A single number is the expected answer: the count of lines in the listing that hold the word "nodes".

□ □ □ □

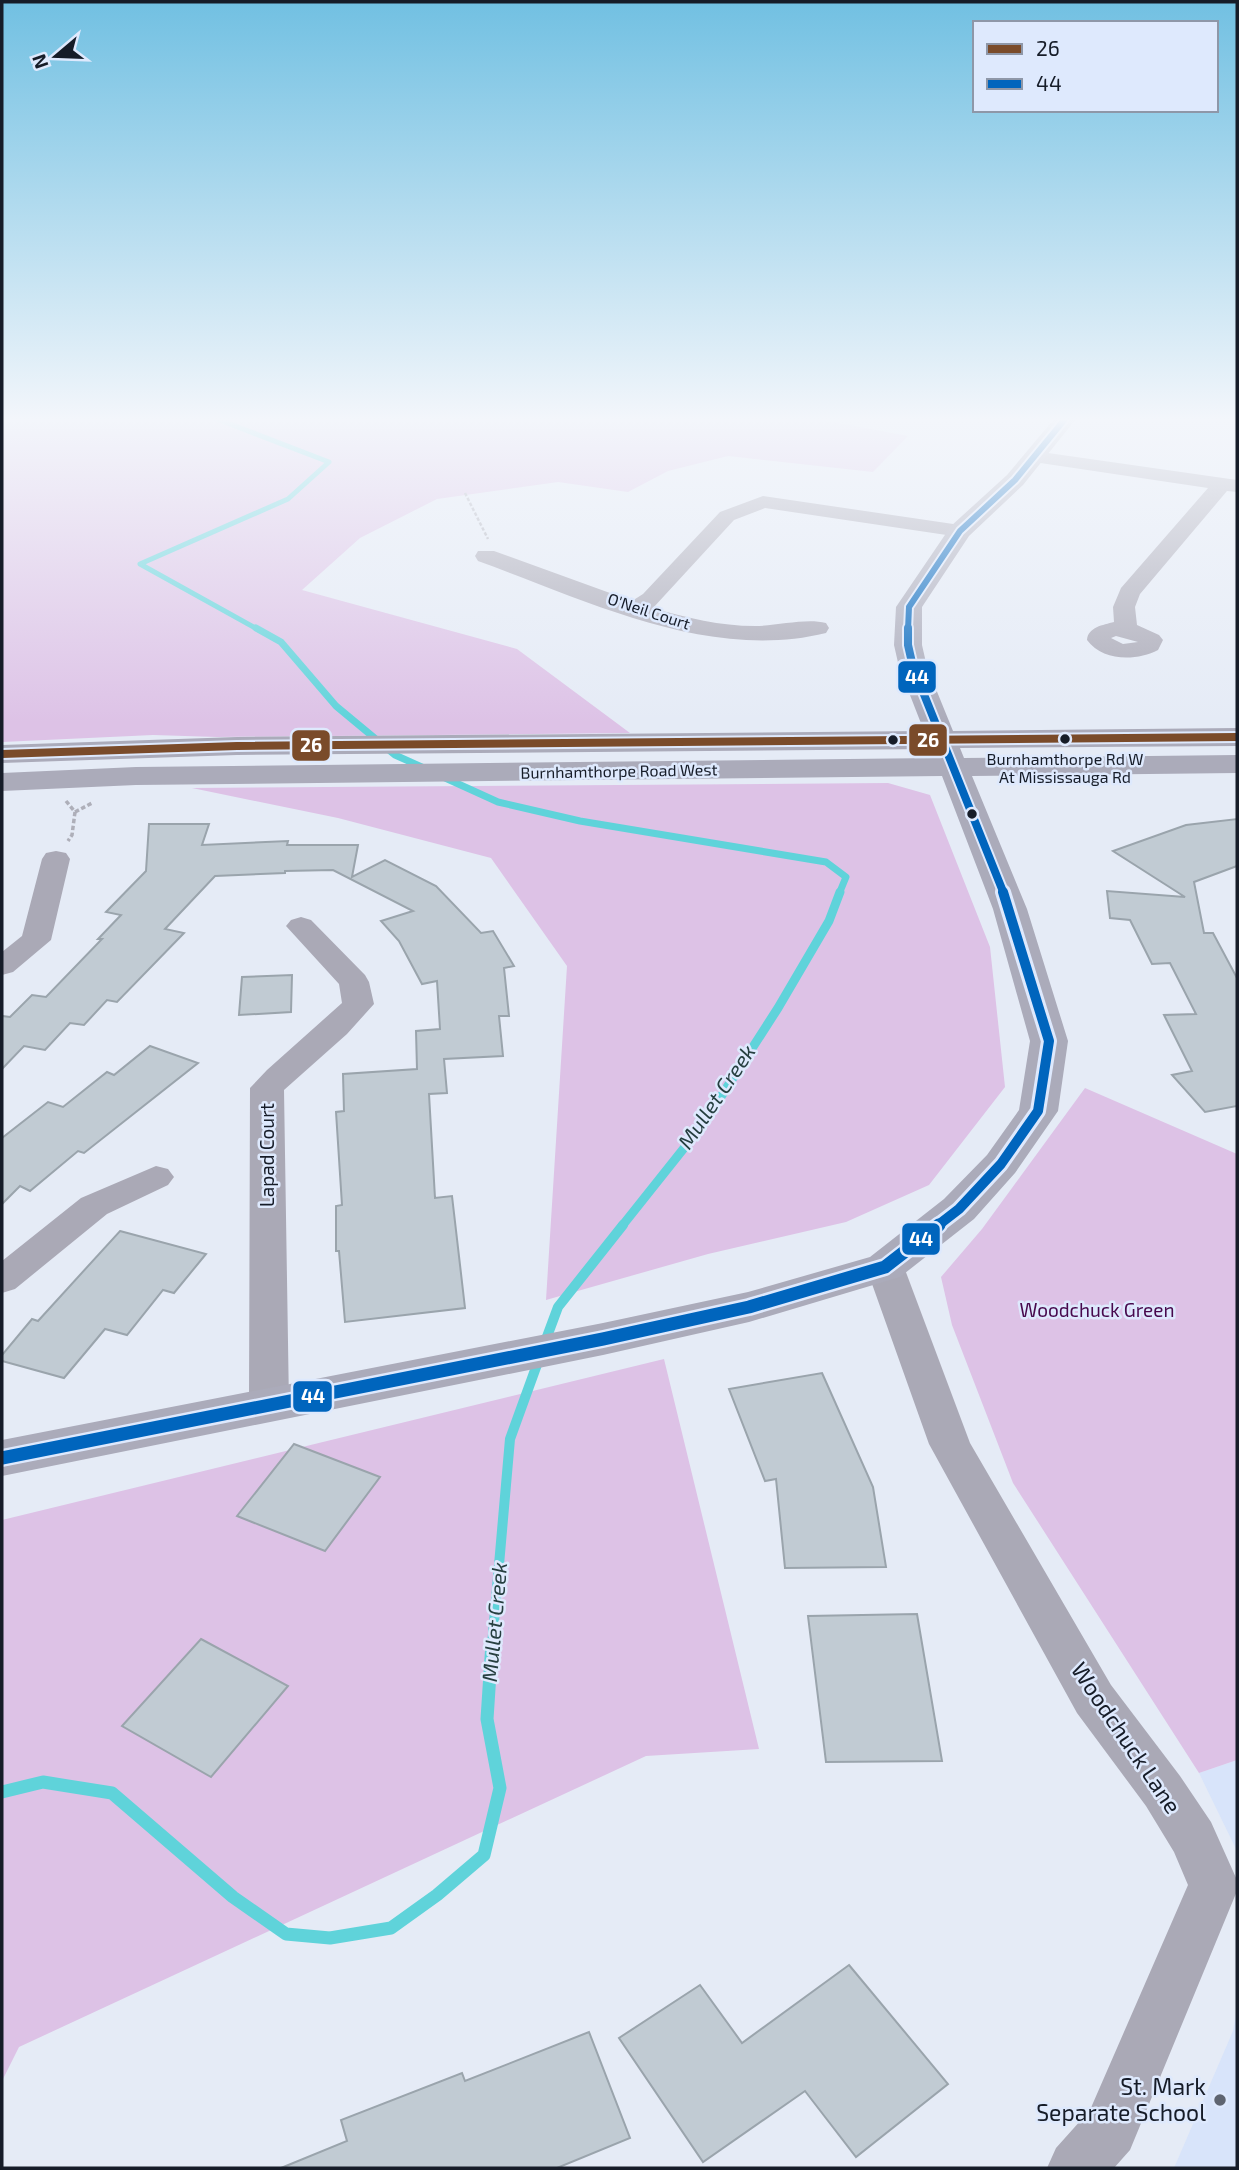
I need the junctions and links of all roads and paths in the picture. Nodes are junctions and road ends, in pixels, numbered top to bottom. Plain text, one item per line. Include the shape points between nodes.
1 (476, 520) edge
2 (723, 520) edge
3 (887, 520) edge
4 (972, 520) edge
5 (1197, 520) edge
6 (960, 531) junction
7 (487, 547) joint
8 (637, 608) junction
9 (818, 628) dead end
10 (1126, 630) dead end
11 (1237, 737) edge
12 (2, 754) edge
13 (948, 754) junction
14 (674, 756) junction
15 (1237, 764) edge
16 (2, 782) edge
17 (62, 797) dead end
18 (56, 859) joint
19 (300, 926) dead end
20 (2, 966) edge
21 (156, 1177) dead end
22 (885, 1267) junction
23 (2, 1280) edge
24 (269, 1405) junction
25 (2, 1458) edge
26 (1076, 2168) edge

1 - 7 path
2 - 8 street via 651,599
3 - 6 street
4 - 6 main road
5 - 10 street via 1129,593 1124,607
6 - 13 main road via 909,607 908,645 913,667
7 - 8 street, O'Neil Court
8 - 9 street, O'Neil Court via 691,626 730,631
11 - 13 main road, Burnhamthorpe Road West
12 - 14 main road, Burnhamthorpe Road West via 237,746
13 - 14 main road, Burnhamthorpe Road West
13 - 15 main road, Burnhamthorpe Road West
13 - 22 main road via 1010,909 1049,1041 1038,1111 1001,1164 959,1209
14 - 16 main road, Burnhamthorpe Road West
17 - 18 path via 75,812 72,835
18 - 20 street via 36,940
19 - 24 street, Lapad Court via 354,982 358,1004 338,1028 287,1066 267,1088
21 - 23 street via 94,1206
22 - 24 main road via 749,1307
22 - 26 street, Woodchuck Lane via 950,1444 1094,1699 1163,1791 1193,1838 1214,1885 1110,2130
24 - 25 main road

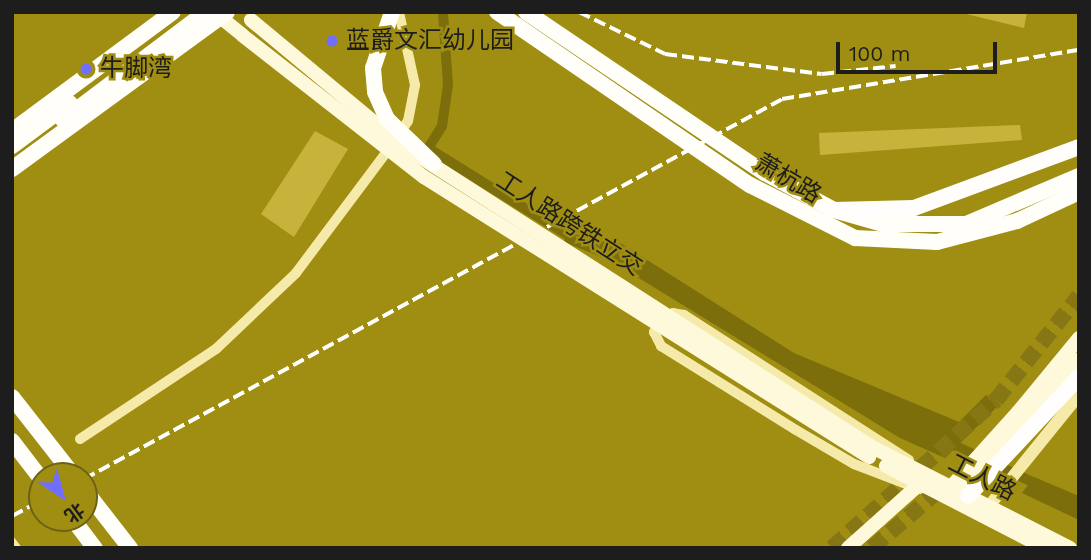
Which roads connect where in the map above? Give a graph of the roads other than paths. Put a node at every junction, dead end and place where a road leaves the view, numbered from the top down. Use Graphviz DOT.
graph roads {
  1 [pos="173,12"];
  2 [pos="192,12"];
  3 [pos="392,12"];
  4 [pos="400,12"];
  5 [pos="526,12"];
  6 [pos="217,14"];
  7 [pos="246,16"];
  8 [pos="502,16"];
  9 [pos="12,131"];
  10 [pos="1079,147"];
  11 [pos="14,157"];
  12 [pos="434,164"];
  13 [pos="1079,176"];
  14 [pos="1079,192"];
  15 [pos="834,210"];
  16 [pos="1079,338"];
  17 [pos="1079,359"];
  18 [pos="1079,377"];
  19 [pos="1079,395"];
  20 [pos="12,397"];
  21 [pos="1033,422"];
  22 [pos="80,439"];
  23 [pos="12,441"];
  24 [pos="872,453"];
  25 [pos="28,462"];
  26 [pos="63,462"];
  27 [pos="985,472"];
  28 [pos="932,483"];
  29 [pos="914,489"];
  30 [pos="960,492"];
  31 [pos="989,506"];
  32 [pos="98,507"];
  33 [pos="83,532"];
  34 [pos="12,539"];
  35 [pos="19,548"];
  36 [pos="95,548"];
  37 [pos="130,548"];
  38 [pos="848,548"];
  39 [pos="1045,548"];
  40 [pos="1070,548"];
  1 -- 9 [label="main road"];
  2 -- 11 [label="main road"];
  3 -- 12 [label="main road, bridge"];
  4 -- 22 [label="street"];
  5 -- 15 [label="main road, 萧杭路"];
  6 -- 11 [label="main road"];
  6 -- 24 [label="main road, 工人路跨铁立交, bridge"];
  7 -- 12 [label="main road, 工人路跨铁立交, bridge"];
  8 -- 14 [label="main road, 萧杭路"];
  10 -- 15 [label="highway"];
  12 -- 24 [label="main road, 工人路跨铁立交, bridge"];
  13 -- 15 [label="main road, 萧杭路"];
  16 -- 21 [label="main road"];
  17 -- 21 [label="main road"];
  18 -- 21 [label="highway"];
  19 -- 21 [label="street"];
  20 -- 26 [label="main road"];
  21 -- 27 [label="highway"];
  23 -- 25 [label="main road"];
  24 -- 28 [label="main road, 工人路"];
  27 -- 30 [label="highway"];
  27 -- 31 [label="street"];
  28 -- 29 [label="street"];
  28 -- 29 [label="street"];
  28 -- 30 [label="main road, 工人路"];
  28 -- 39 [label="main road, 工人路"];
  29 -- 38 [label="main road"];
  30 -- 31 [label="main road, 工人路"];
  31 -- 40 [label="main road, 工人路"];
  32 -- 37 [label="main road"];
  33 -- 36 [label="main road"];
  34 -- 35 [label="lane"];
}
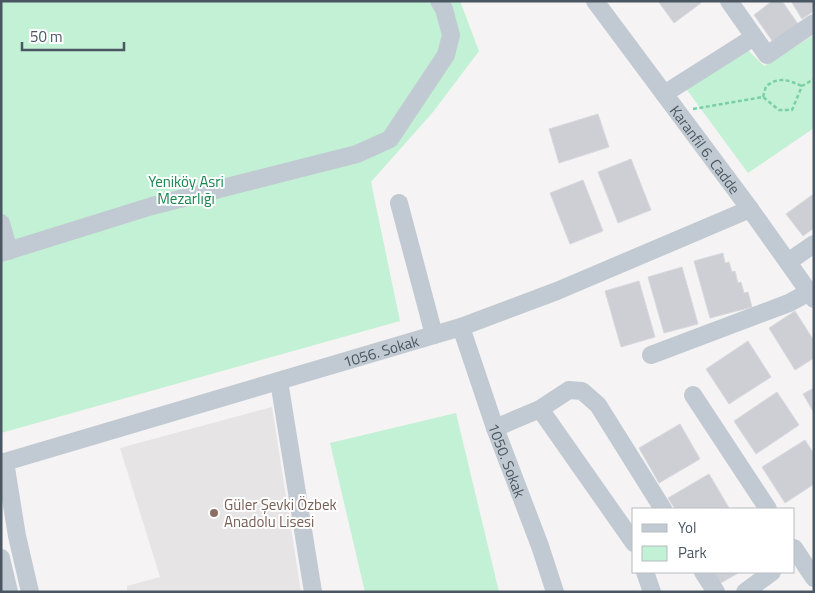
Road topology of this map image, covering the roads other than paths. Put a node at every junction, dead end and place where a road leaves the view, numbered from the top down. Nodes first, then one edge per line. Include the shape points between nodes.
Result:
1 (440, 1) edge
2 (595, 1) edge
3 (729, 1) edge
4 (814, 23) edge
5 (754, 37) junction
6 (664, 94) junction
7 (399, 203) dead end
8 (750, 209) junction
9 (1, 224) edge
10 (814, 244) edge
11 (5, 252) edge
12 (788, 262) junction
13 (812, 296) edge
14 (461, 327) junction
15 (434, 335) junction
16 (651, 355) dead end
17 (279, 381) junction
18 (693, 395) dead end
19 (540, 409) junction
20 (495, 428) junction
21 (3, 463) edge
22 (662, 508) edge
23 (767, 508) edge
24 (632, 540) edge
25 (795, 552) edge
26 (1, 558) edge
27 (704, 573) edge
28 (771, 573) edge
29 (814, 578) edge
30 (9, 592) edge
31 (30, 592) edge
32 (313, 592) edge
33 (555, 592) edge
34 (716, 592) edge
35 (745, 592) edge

□ □ □ □

▶ [Task answer] 2